Beneath me lies a city. It is not in ruins. It isn’t decimated by war and poisoned by radiation. It is a thriving city with massive glass buildings glistening in the late-afternoon sun. This is not a postapocalyptic wasteland. Where am I? What is going on?
I really liked this book---but do take my words with a grain of salt, this is a woman who actually LIKED The Village after all, but the premise of falsehood was revealed to us at the very beginning of the book. This book was so strange at first, and I had no idea what I was reading. I do not go back to the summary of the book once I started, and consequently, the first few chapters had me going "WHAT THE ACTUAL HECK IS GOING ON HERE?"
As it turned out, after the beginning disorientation, this book became such a interesting, fun book, with a compelling mystery and characters whom I greatly enjoyed. There is no insta-love. There is a lot of miscommunication. This is fish-out-of-the-water, think Tarzan plopped into the middle of New York City. It was a rollicking adventure, and I enjoyed every step of the way.
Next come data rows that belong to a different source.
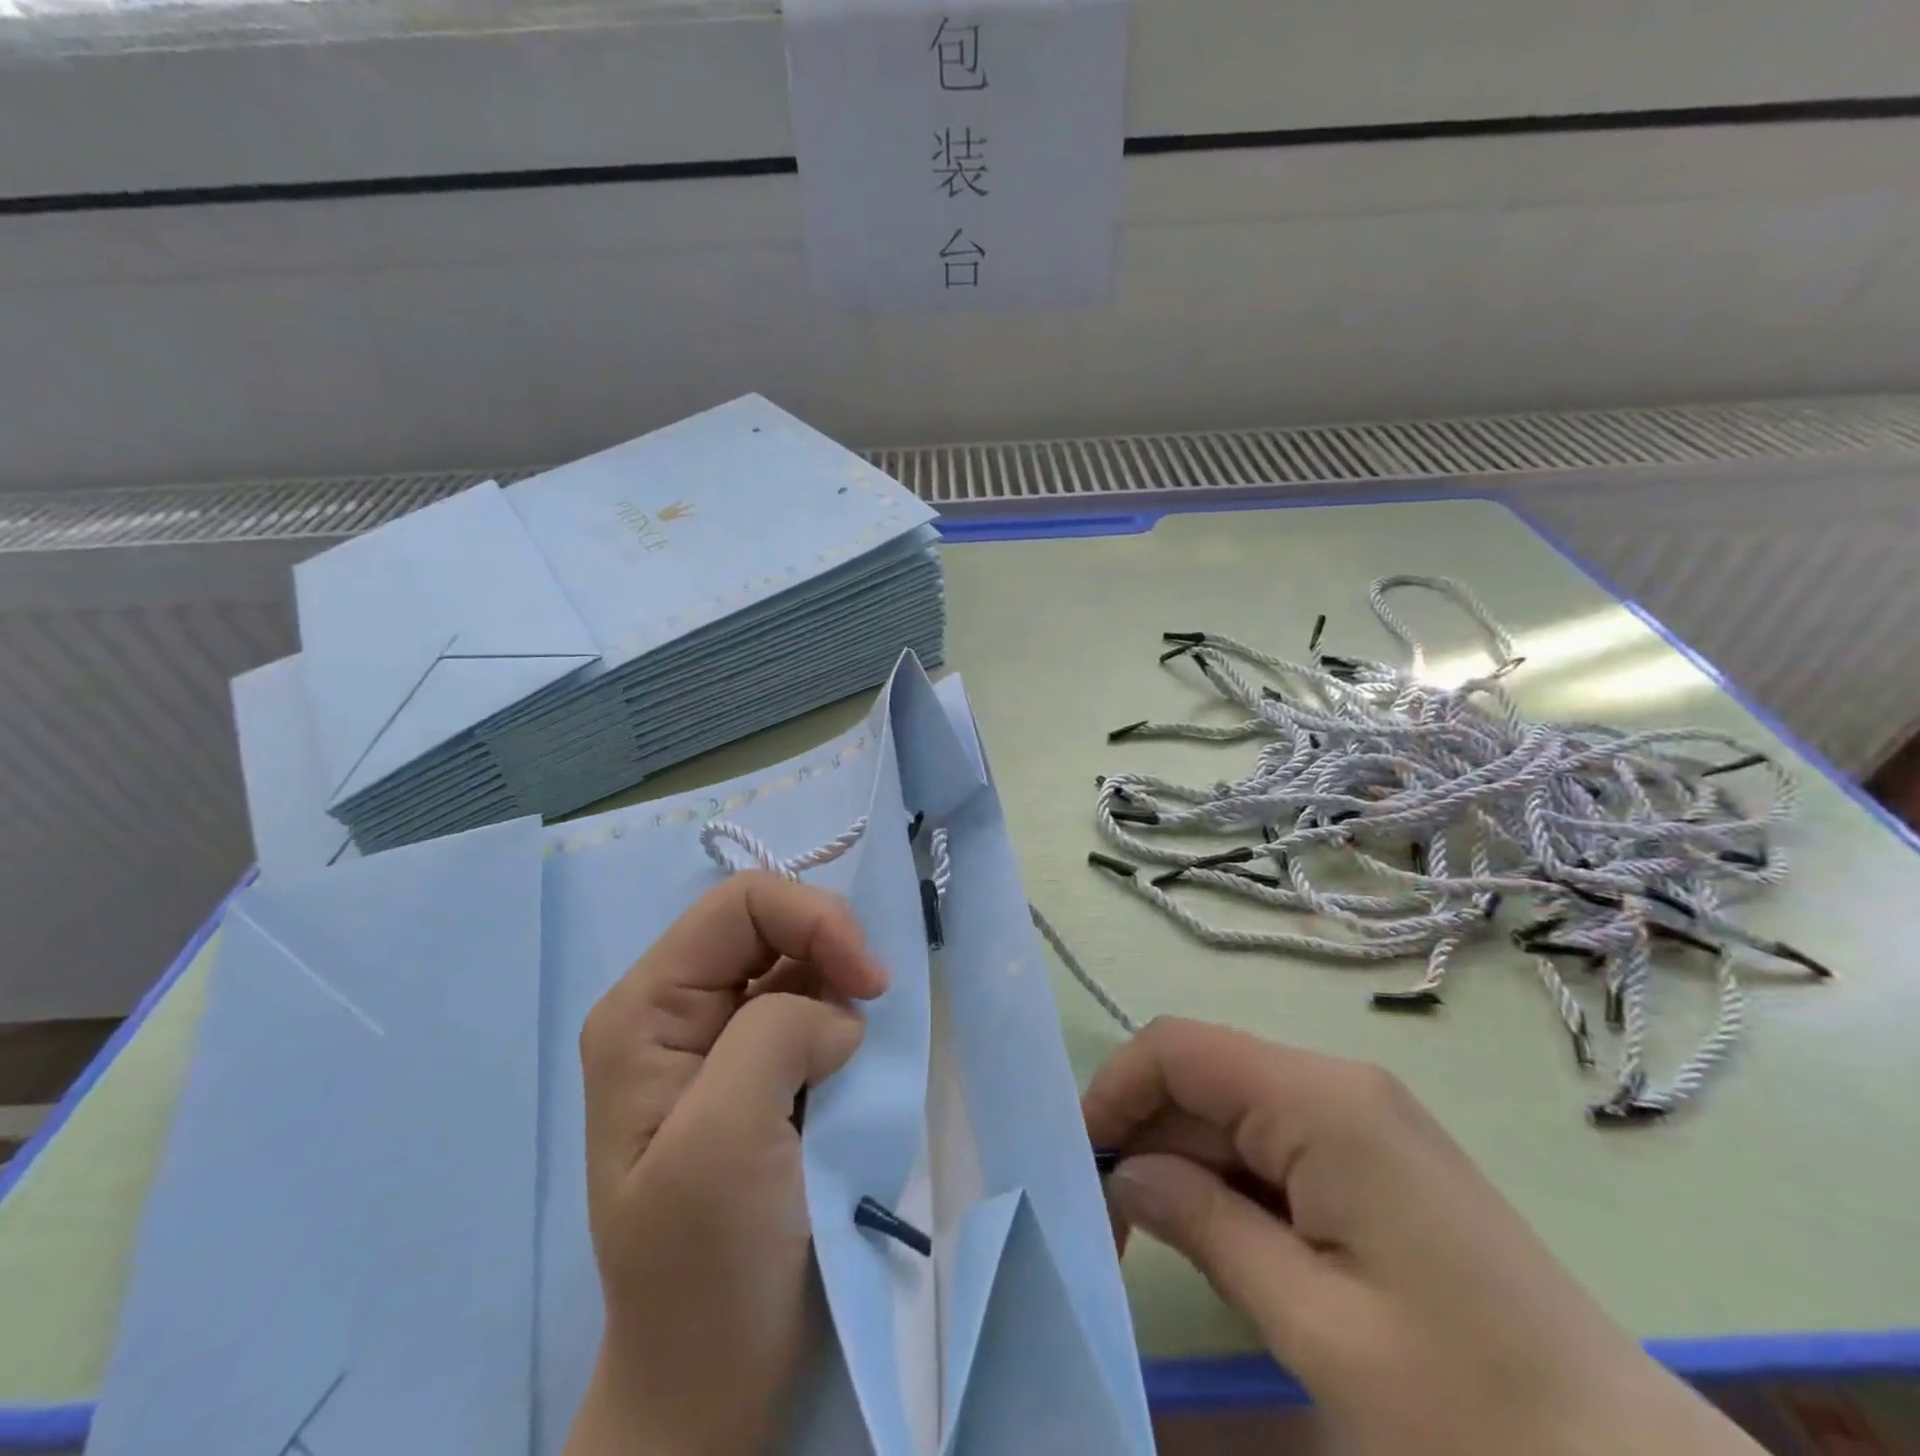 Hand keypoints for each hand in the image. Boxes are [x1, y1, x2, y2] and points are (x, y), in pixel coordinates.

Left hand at [564, 874, 889, 1455]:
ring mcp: (720, 1039)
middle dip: (833, 951)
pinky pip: (816, 1008)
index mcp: (646, 1009)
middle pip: (772, 924)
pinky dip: (849, 1020)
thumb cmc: (704, 1268)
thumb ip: (775, 1034)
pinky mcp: (761, 1069)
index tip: (871, 982)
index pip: (741, 905)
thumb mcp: (722, 1141)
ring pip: (801, 964)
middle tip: (877, 1007)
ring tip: (860, 1054)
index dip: (814, 919)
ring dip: (844, 990)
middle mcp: (678, 1009)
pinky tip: (857, 1062)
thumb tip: (839, 1013)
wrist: (715, 1378)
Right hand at [1084, 1018, 1762, 1455]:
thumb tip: (1125, 1174)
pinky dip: (1227, 1182)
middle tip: (1105, 1224)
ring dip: (1181, 1164)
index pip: (1178, 1048)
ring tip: (1149, 1241)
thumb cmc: (1475, 1417)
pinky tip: (1219, 1242)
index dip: (1116, 1091)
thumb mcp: (1317, 1327)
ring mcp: (1361, 1121)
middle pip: (1202, 1077)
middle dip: (1143, 1136)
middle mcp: (1337, 1086)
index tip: (1080, 1166)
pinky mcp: (1373, 1161)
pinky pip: (1272, 1144)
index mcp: (1322, 1101)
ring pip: (1232, 1111)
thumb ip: (1204, 1226)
The Summary: Juneau is a future Sage in her village. It is a tiny community, composed of survivors after the disastrous events of World War III that wiped out all of mankind. It has been 30 years since those events, and her village is entirely self-subsistent. They have to watch out for the remaining survivors of the apocalypse, brigands. They are in close touch with the spirits of nature, they are tapped into the power source of Mother Earth, The Yara. It is a peaceful, quiet life for this band of survivors, as they try to raise their children. The children in her village were all born with starbursts in their eyes.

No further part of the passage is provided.